Дом подумал: «А каково сейчас семьям погибших? В Пелруане уже знают о катастрофе, люди потрясены, женщины и дети рыдают, отказываются верить в то, что мужья и отцы больше не вернутся». Он попытался представить себя на их месте, но оказалось, что воспоминания его потускнели, и он сам не знал — хорошо это или плохо.
— По-моему, между двумя происшествиями нет сходства. После гибели «Улова» мы нашли большие куски корпуса и прочие обломки, — заметил он.
— А это где-то осталось или выбросили?
Мюллер кивнул:
— Все в прицепе в одном из лодочных сараев.
— Хорошо, я хочу взглянуть на это еще раз. Ответ где-то рядом.
Каким бы ни был этот ответ, дела явно шли из рук вон плохо. Дом понял это еще до того, как «Амираль Енка» миновал буй у входа в гавань. Взглянув на пристань в бинокль, он увидел толпу гражданских, осаждавших Майклсона, и по меньшей мере два отряда солдат, которые образовали нечто вроде кордона. Он ожидал увидеть Маркуса, но Маркуса не было. Когда катер, приближаясь к гавани для мелких судов, замедлил ход, Дом заметил в растущей толпе Коула. Коул — добродушный, смешливый, но очень, очень крупный — прекрасно умел утихомиривать людей одним своим присутствием.
— Вот черт, надеюсь, они не думают, что мы везем тела, — сказал Дом.
Бэрд пожал плечами:
— Увы, они превратились в суп.
— А тебе никогда не хотелось поработать в службе психологической поддержки?
— Ага, у меня был выбор — или это, или дипломатическая карьера. — Бэрд окинул Дома настороженным взглядом. — Пора бы тебе перестать ставить себя на место всех несчастных подряд. Думай исключительно о рядовом Сантьяго. У тебя хватает своих проблем.
«Допустим, Бэрд так пытается мне посочувствовать. Подумать только! У него ничего не получается, но он хотя бы пробует».
«Амираль Енка» подошел к пристани, и гораснийские матросы спрыгнули на берег, чтобы пришвартовать судно; толпа держалась за барьером из солдат. Майклсон стоял у швартовой тумбы, скрестив руки на груди, и смотрел на катер. Он ждет доклада Мюллера, понял Дом. Он не собирается разговаривать с солдатами.

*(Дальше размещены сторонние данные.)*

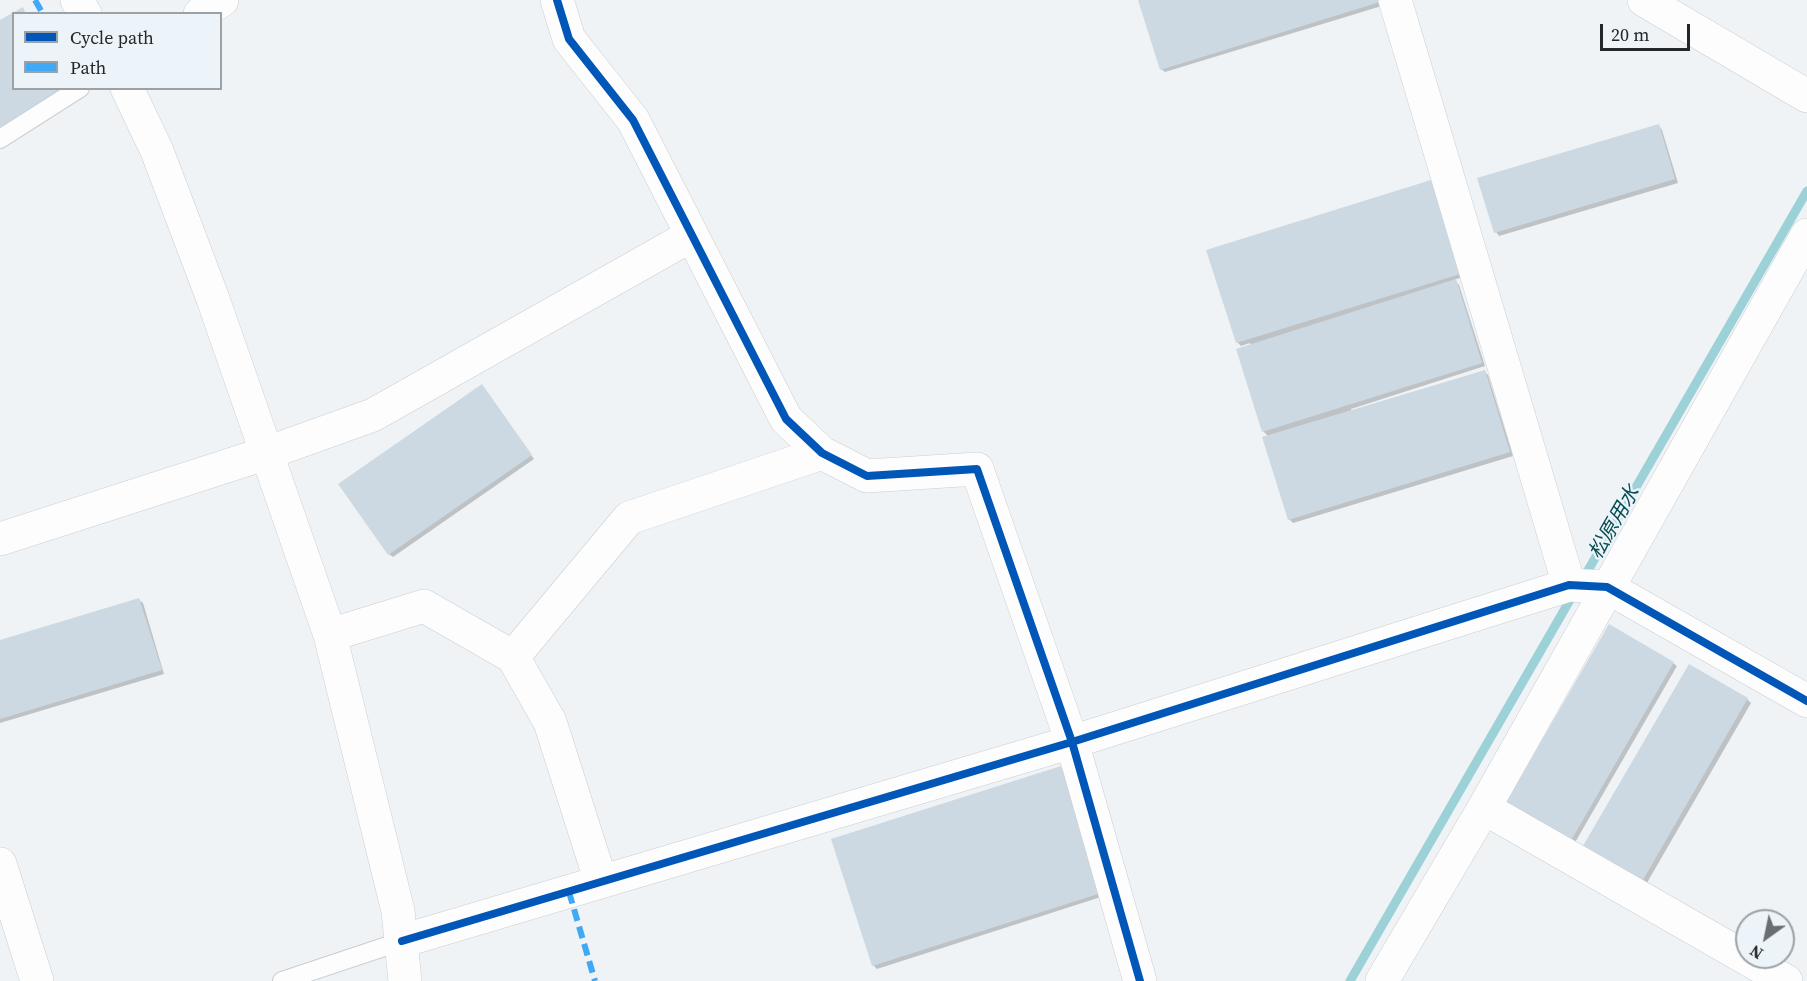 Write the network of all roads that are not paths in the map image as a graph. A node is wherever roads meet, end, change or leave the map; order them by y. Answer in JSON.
{"nodes":[{"id":1,"x":222,"y":0,"type":"edge"},
{"id":2,"x":557,"y":0,"type":"edge"},
{"id":3,"x":1395,"y":0,"type":"edge"},
{"id":4,"x":1644,"y":0,"type":"edge"},
{"id":5,"x":203,"y":12,"type":"edge"},
{"id":6,"x":77,"y":90,"type":"edge"},
{"id":7,"x":128,"y":90,"type":"edge"},
{"id":8,"x":1807,"y":96,"type":"edge"},
{"id":9,"x":0,"y":139,"type":"edge"},
{"id":10,"x":692,"y":235,"type":"junction"},
{"id":11,"x":1807,"y":235,"type":"edge"},
{"id":12,"x":267,"y":453,"type":"junction"},
{"id":13,"x":822,"y":453,"type":"junction"},
{"id":14,"x":0,"y":539,"type":"edge"},
{"id":15,"x":1591,"y":586,"type":"junction"},
{"id":16,"x":330,"y":635,"type":"junction"},
{"id":17,"x":513,"y":657,"type":"junction"},
{"id":18,"x":1807,"y":701,"type":"edge"},
{"id":19,"x":1072,"y":742,"type":"junction"},
{"id":20,"x":1484,"y":808,"type":"junction"},
{"id":21,"x":0,"y":864,"type":"edge"},
{"id":22,"x":601,"y":882,"type":"junction"},
{"id":23,"x":402,"y":941,"type":"junction"},
{"id":24,"x":37,"y":981,"type":"edge"},
{"id":25,"x":282,"y":981,"type":"edge"},
{"id":26,"x":405,"y":981,"type":"edge"},
{"id":27,"x":1140,"y":981,"type":"edge"},
{"id":28,"x":1382,"y":981,"type":"edge"},
{"id":29,"x":1786,"y":981,"type":"edge"}],
"edges":[{"from":1,"to":5,"type":"street"},
{"from":2,"to":10,"type":"street"},
{"from":3,"to":15,"type":"street"},
{"from":4,"to":8,"type":"street"},
{"from":6,"to":9,"type":"lane"},
{"from":7,"to":12,"type":"street"},
{"from":10,"to":12,"type":"street"},
{"from":10,"to":13,"type":"street"},
{"from":11,"to":15,"type":"street"},
{"from":12,"to":14,"type":"street"},
{"from":12,"to":16,"type":"street"},
{"from":13,"to":17,"type":"street"},
{"from":13,"to":19,"type":"street"},
{"from":15,"to":18,"type":"street"},
{"from":15,"to":19,"type":"street"},
{"from":15,"to":20,"type":"street"},
{"from":16,"to":17,"type":"street"},
{"from":16,"to":23,"type":"street"},
{"from":17,"to":22,"type":"street"},
{"from":19,"to":22,"type":"street"},
{"from":19,"to":27,"type":"street"},
{"from":20,"to":28,"type":"street"},
{"from":20,"to":29,"type":"street"},
{"from":21,"to":24,"type":"street"},
{"from":22,"to":23,"type":"street"},
{"from":23,"to":25,"type":"lane"},
{"from":23,"to":26,"type":"street"}]}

— Ну что, дела идут как по маслу, — сказал Майклсон, наблюдая за тем, как экипаж опускает трап. — Но мы хотя бы не лишились очередного фрегата.

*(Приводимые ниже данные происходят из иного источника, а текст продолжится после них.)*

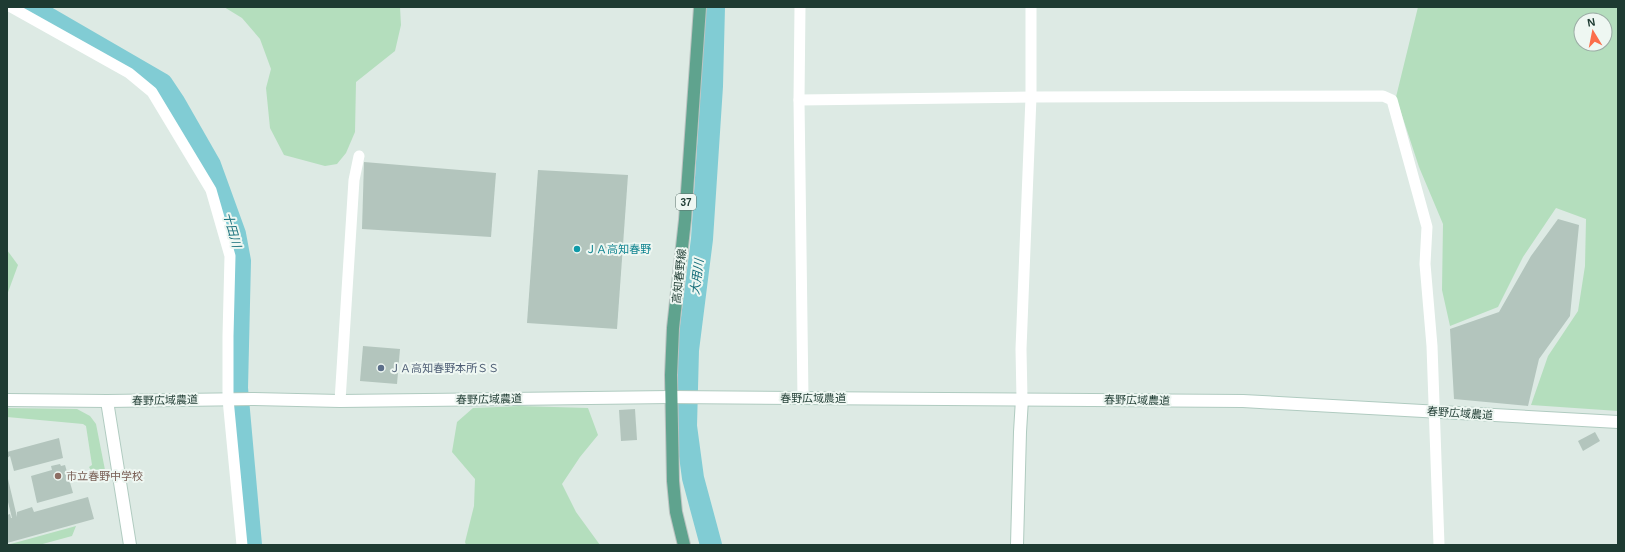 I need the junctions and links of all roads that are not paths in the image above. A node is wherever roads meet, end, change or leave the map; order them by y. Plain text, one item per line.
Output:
1 (11, 7) edge
2 (700, 7) edge
3 (800, 7) edge
4 (1031, 7) edge
5 (1031, 97) junction
6 (800, 100) junction
7 (359, 156) dead end
8 (672, 397) junction
9 (803, 398) junction
10 (231, 399) junction
11 (1022, 399) junction
12 (7, 400) edge
13 (107, 401) junction
14 (340, 401) junction
15 (1441, 412) junction
16 (1618, 422) edge
17 (130, 545) edge
18 (242, 545) edge
19 (684, 545) edge
20 (1017, 545) edge
21 (1439, 545) edge

1 - 10 street
2 - 8 main road, 高知春野線 / 37
3 - 6 street
4 - 5 street
5 - 6 street
5 - 11 street
5 - 15 street
6 - 9 street
7 - 14 street
8 - 9 street, 春野広域農道
8 - 14 street, 春野広域農道
8 - 19 main road, 高知春野線 / 37
9 - 11 street, 春野広域農道
10 - 13 street, 春野広域農道
10 - 14 street, 春野広域農道
10 - 18 street
11 - 15 street, 春野広域農道
11 - 20 street
12 - 13 street, 春野広域農道
13 - 17 street
15 - 16 street, 春野広域農道
15 - 21 street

— Чтоб мне провалиться, если я хоть что-нибудь понимаю, сэр. — Мюллер кивнул в сторону Бэрда. — Но может быть, он сумеет в этом разобраться.

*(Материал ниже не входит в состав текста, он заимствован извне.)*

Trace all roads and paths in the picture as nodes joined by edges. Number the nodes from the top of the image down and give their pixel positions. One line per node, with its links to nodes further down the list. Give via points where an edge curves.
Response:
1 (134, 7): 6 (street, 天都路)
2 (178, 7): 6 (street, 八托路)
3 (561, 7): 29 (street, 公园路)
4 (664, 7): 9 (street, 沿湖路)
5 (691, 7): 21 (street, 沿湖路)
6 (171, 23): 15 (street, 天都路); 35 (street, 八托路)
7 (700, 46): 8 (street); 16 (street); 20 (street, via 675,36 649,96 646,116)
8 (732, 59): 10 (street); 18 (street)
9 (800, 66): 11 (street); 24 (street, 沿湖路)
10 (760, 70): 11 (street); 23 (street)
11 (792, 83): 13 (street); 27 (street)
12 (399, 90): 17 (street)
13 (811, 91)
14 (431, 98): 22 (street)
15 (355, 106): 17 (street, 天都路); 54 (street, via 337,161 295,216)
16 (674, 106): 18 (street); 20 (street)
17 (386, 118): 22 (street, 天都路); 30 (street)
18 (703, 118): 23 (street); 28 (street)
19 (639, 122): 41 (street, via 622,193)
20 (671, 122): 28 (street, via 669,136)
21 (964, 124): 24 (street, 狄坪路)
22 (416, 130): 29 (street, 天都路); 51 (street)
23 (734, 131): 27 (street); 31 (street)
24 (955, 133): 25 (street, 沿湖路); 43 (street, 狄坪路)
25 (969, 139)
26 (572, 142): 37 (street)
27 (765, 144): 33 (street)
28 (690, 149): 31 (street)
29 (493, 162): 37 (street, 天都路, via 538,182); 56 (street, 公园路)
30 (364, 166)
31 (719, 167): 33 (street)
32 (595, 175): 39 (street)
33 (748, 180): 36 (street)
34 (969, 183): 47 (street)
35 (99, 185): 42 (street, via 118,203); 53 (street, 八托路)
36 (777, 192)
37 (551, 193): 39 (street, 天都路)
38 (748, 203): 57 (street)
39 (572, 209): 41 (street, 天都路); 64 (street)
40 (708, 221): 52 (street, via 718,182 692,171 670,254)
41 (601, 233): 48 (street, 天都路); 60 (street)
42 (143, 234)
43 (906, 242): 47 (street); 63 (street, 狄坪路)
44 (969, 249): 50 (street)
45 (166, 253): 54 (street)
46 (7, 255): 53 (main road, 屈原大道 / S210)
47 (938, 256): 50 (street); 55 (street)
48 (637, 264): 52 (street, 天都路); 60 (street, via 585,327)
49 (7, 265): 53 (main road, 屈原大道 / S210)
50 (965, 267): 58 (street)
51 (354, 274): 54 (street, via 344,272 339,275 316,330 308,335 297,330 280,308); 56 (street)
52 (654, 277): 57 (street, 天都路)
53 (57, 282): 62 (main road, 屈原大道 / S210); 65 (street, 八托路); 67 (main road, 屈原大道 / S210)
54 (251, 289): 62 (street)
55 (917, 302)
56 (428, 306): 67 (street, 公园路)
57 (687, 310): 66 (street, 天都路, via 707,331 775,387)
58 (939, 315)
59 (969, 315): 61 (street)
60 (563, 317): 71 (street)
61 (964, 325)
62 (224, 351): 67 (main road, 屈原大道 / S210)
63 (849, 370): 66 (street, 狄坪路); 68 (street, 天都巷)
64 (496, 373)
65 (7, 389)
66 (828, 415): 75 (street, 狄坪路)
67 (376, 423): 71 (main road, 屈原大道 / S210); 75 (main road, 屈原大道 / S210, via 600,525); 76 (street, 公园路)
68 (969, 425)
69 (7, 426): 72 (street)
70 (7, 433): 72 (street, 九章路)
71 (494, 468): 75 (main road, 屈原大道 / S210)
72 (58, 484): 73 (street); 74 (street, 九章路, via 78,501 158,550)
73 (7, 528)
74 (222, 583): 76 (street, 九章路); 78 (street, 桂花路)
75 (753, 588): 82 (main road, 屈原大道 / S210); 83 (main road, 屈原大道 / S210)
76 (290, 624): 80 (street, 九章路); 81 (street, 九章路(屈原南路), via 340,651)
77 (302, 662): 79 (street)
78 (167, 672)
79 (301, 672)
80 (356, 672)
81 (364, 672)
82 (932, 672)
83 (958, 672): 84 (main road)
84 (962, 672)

Бэрд уже спускался по трапу — так хотелось ему поскорее заняться поисками разгадки. На миг Дом ощутил укол зависти: этот человек существовал сам по себе, ни в ком не нуждался, его ничто не трогало и он получал удовольствие от починки сломанных механизмов. Он был идеальным жителем убогого послевоенного мира. Дому вдруг пришло в голову, что Бэрду не снятся кошмары. Страшные сны видели почти все ребята, некоторые — каждую ночь, некоторые — реже, в переполненной казарме этого было не скрыть, но Бэрд всегда спал спокойно и крепко.
— Разрешите мне взглянуть на обломки «Улова», — обратился он к Майклсону. — А то вдруг мы напрасно возводим вину на наших добрых соседей-бродяг.
Майклсон посмотрел ему вслед:
— Неужели он думает, что это Саранча?
Дом пожал плечами:
— Не хочется говорить об этом вслух. Но вы же помните, что у червей были баржи. И еще это существо, левиафан. Которое мы нашли в подземной реке.
Сэм догнала Дома:
— На барже невозможно пересечь океан. И если я правильно помню твои рассказы, мы бы их заметили.
— Вы абсолютно правы, рядовой Бирн. — Майклсон был дамским угодником. Даже Сэм не возмущалась, когда он пялился на нее. — Но исключать нельзя ничего. А сейчас прошу прошения, мне нужно пойти и выяснить, насколько сильно разочарован наш Председатель в Военно-морском флоте.
Льюис Гавриэль протиснулся сквозь кордон солдат и схватил Дома за руку. Бедняга был мэром Пелруана, чиновником КОГ, просидевшим здесь взаперти четырнадцать лет с момента применения «Молота», и он никогда не видел червя. А сейчас у него на глазах тихий, мирный остров громили, бомбили, колонизировали, — словом, представители рода человеческого всячески отравляли существование местным жителям. Мрачная ирония.